Jenna Zitomer, 25, said her family of five in Westchester, NY, spent around $ 680 on rapid tests in recent months. “It’s pretty crazy, especially since it’s well over half of a salary for me,” said research scientist Ms. Zitomer. âIt sounds like something we have to start budgeting every month now, like groceries or utilities. For my family, not having access to the tests could mean exposing several severely immunocompromised people to Covid-19. It basically makes it life or death.
Ms. Zitomer added that at her local test center, “the lines have gotten so long that they have started canceling appointments and full test days because drive-thru lines are causing traffic problems.” .

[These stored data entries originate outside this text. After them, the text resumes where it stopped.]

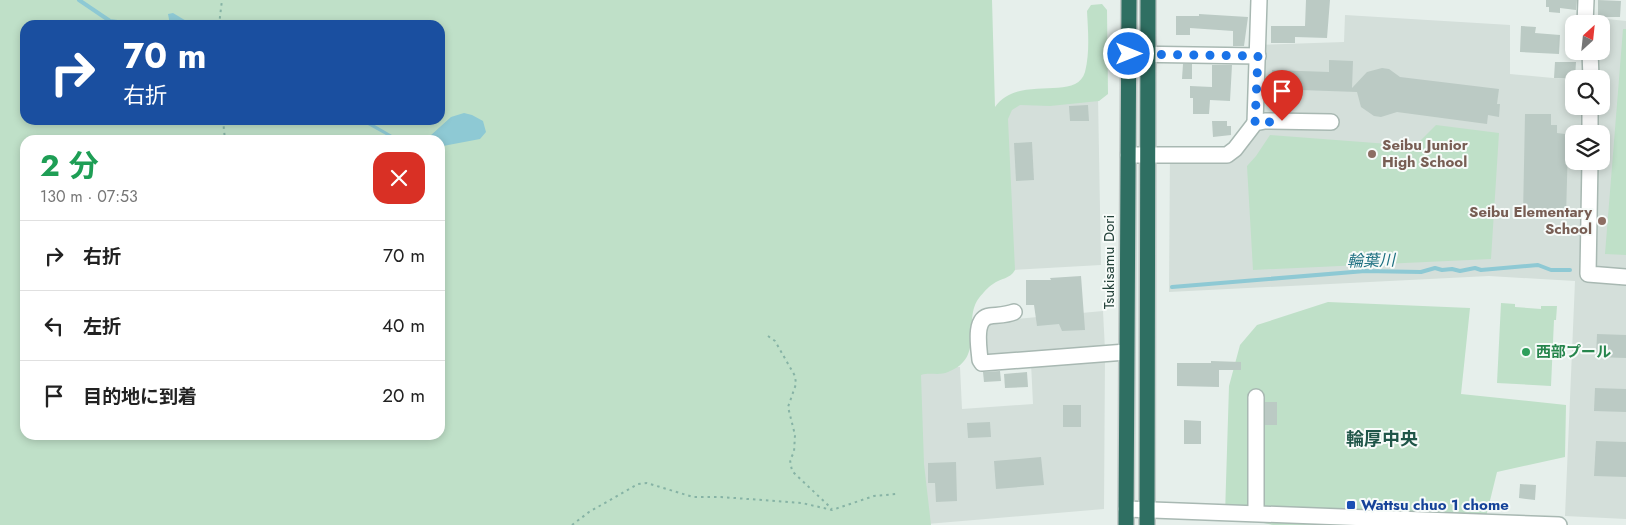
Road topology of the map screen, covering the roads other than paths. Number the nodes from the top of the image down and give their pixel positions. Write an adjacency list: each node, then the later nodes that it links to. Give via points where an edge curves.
1 (1129, 0): 6 (highway, Tsukisamu Dori)
2 (1148, 0): 7 (highway)
3 (1259, 0): 8 (street)
4 (1586, 0): 5 (street)
5 (1585, 15)
6 (1129, 54): 7 (street); 11 (highway, Tsukisamu Dori)
7 (1148, 54): 8 (street); 12 (highway)
8 (1258, 56): 10 (street)
9 (1331, 122): 10 (street)
10 (1255, 123): 12 (street, via 1227,155)
11 (1128, 155): 12 (street); 16 (highway, Tsukisamu Dori)
12 (1148, 155): 20 (highway)
13 (1590, 170): 14 (street, via 1588,274)
14 (1626, 277)
15 (1014, 312): 16 (street, via 984,317 981,321 982,363)
16 (1126, 352): 18 (highway, Tsukisamu Dori)
17 (1256, 397): 19 (street)
18 (1126, 509): 20 (street); 22 (highway, Tsukisamu Dori)
19 (1256, 514): 20 (street); 21 (street)
20 (1146, 518)
21 (1436, 522): 23 (street)
22 (1126, 525)
23 (1559, 525)

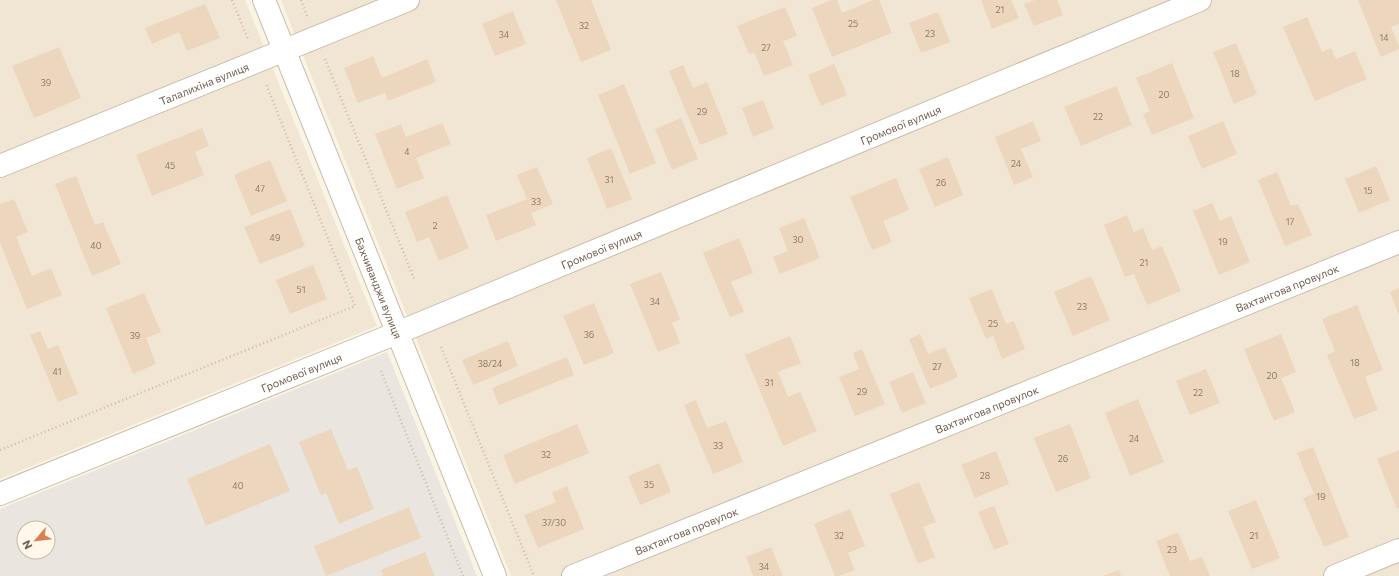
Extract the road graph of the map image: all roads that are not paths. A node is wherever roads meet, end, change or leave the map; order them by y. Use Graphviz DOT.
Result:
graph roads {
  1 [pos="264,0"];
  2 [pos="408,0"];
  3 [pos="1200,0"];
  4 [pos="284,50"];
  5 [pos="0,166"];
  6 [pos="1399,242"];
  7 [pos="397,333"];
  8 [pos="0,494"];
  9 [pos="1399,550"];
  10 [pos="494,576"];
  11 [pos="573,576"];
  12 [pos="1335,576"];
  1 -- 4 [label="street, Бахчиванджи вулиця"];
  2 -- 4 [label="street, Талалихіна вулиця"];
  3 -- 7 [label="street, Громової вулиця"];
  4 -- 5 [label="street, Талалихіна вулиця"];
  4 -- 7 [label="street, Бахчиванджи вулиця"];
  6 -- 11 [label="street, Вахтангова провулок"];
  7 -- 8 [label="street, Громової вулиця"];
  7 -- 10 [label="street, Бахчиванджи вулиця"];
  9 -- 12 [label="street"];
}
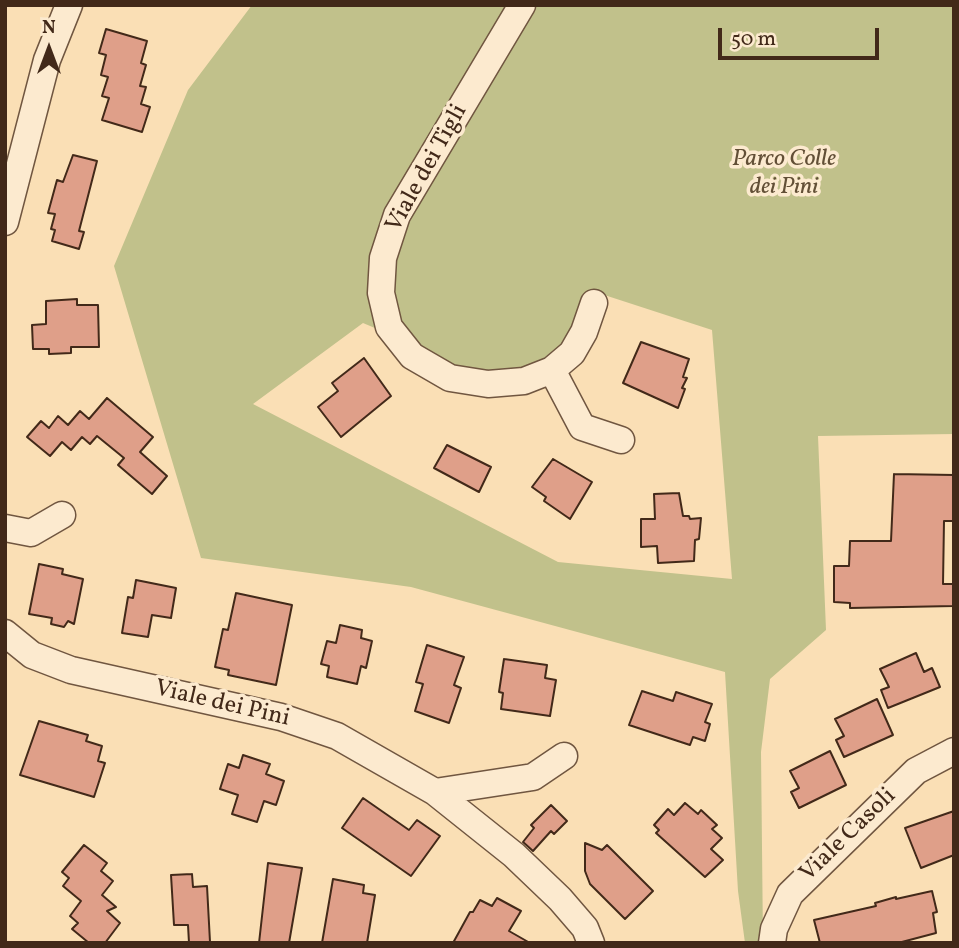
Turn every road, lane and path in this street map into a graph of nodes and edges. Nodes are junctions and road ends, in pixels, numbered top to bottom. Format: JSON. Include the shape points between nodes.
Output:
{"nodes":[{"id":1,"x":69,"y":5,"type":"edge"},
{"id":2,"x":522,"y":5,"type":"edge"},
{"id":3,"x":5,"y":222,"type":"edge"},
{"id":4,"x":594,"y":303,"type":"dead end"},
{"id":5,"x":552,"y":370,"type":"junction"},
{"id":6,"x":621,"y":440,"type":"dead end"},
{"id":7,"x":62,"y":515,"type":"dead end"},
{"id":8,"x":5,"y":528,"type":"edge"},
{"id":9,"x":5,"y":632,"type":"edge"},
{"id":10,"x":954,"y":751,"type":"edge"},
{"id":11,"x":564,"y":757,"type":"dead end"},
{"id":12,"x":435,"y":792,"type":"junction"},
{"id":13,"x":591,"y":943,"type":"edge"},
{"id":14,"x":772,"y":943,"type":"edge"}],
"edges":[{"from":1,"to":3,"type":"street","via":[[47,60]]},
{"from":2,"to":5,"type":"street","name":"Viale dei Tigli","via":[[397,215],[383,258],[381,293],[389,327],[412,356],[450,378],[488,384],[524,381]]},
{"from":4,"to":5,"type":"street","name":"Viale dei Tigli","via":[[572,353]]},
{"from":5,"to":6,"type":"street","via":[[582,427]]},
{"from":7,"to":8,"type":"street","via":[[31,533]]},
{"from":9,"to":12,"type":"street","name":"Viale dei Pini","via":[[32,654],[71,670],[281,717],[337,736]]},
{"from":10,"to":14,"type":"street","name":"Viale Casoli","via":[[916,771],[790,894]]},
{"from":11,"to":12,"type":"street","via":[[533,777]]},
{"from":12,"to":13,"type":"street","name":"Viale dei Pini","via":[[551,890],[585,928]]}]}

Britt Crow-Miller, 35, a lecturer at the University of Massachusetts Amherst, said her family spent around $ 500 on home testing kits. With two adults and three children, a single ride costs around $ 100. “Who can afford that every time someone sniffs?” ” she said. “As someone lucky enough to be a good employee and have a partner who is also well employed, I am very aware that home testing is essentially a luxury.”
And yet, Mrs Crow-Miller, said that if one of the children “wakes up with a sore throat, I don’t feel like a responsible member of the community who sends him to school without giving him a call. first take a test “.
Elizabeth Sasser, 24, a network planning analyst living in Syracuse, NY, said her expenses for the tests – around $ 300 – were well spent. âMy family has also had asymptomatic positives,â she said, âwhich probably would have led to more infections had it not been for the prior purchase of home tests.â
There have been gaps in testing capacity since the start of the pandemic.
In early 2020, researchers rushed to find the swabs and fluids needed to collect and store the samples sent to labs for polymerase chain reaction, or PCR, testing, considered the gold standard for detection. viral. Backlogs in testing in the United States continued that summer, in part due to a shortage of tiny pieces of tapered plastic, called pipette tips, which are used to quickly and precisely move liquid between vials.
The shortage of equipment is no longer the weak link in the supply chain, but new problems have arisen. The first is simply that demand exceeds supply.
There is also preliminary evidence that the home antigen tests that many Americans rely on – at least as currently administered, with a nasal swab – may fail to detect some cases of Omicron over the years. first days of infection. Researchers say Omicron replicates faster or earlier in the throat and mouth than in the nose.
This could complicate the strategy to fend off the current wave, in which the latest data from the Centers for Disease Control and Prevention indicates that Omicron accounts for 95% of new cases.
Home testing, which can provide results within minutes, remains an important public health tool, scientists say. Positive results are particularly informative as it can take days to get PCR test results. But a negative home test should be treated with caution.
“Everyone wants these tests to do more than they can,” said Dr Osterholm.